**Work instructions**: Would you set down the complete data below, exactly as shown?

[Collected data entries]

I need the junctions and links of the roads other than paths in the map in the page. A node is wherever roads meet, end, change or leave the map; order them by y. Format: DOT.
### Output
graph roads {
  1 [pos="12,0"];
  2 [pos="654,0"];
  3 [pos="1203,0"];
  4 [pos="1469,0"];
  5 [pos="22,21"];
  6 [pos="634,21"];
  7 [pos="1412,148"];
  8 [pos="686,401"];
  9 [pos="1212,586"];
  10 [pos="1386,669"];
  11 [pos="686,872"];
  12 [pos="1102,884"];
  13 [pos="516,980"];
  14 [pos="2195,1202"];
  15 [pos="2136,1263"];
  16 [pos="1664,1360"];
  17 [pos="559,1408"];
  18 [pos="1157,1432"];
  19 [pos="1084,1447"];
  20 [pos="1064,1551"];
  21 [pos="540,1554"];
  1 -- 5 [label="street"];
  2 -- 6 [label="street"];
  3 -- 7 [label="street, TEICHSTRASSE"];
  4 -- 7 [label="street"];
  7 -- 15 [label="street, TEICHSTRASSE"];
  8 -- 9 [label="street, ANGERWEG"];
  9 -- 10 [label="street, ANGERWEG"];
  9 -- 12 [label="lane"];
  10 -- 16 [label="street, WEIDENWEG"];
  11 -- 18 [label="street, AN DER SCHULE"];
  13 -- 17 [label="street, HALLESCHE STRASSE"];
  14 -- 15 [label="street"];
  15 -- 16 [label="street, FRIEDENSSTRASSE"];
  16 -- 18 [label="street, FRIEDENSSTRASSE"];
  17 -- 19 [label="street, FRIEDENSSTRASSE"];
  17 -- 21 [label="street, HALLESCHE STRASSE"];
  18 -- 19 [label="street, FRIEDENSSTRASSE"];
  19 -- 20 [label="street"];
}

**Answer below**:
I need the junctions and links of the roads other than paths in the map in the page. A node is wherever roads meet, end, change or leave the map; order them by y. Format: DOT.
### Output
graph roads {
  1 [pos="12,0"];
  2 [pos="654,0"];
  3 [pos="1203,0"];
  4 [pos="1469,0"];
  5 [pos="22,21"];
  6 [pos="634,21"];
  7 [pos="1412,148"];
  8 [pos="686,401"];
  9 [pos="1212,586"];
  10 [pos="1386,669"];
  11 [pos="686,872"];
  12 [pos="1102,884"];
  13 [pos="516,980"];
  14 [pos="2195,1202"];
  15 [pos="2136,1263"];
  16 [pos="1664,1360"];
  17 [pos="559,1408"];
  18 [pos="1157,1432"];
  19 [pos="1084,1447"];
  20 [pos="1064,1551"];
  21 [pos="540,1554"];
  1 -- 5 [label="street"];
  2 -- 6 [label="street"];
  3 -- 7 [label="street, TEICHSTRASSE"];
  4 -- 7 [label="street"];
  7 -- 15 [label="street, TEICHSTRASSE"];
  8 -- 9 [label="street, ANGERWEG"];
  9 -- 10 [label="street, ANGERWEG"];
  9 -- 12 [label="lane"];
  10 -- 16 [label="street, WEIDENWEG"];
  11 -- 18 [label="street, AN DER SCHULE"];
  13 -- 17 [label="street, HALLESCHE STRASSE"];
  14 -- 15 [label="street"];
  15 -- 16 [label="street, FRIEDENSSTRASSE"];
  16 -- 18 [label="street, FRIEDENSSTRASSE"];
  17 -- 19 [label="street, FRIEDENSSTRASSE"];
  17 -- 21 [label="street, HALLESCHE STRASSE"];
  18 -- 19 [label="street, FRIEDENSSTRASSE"];
  19 -- 20 [label="street"];
}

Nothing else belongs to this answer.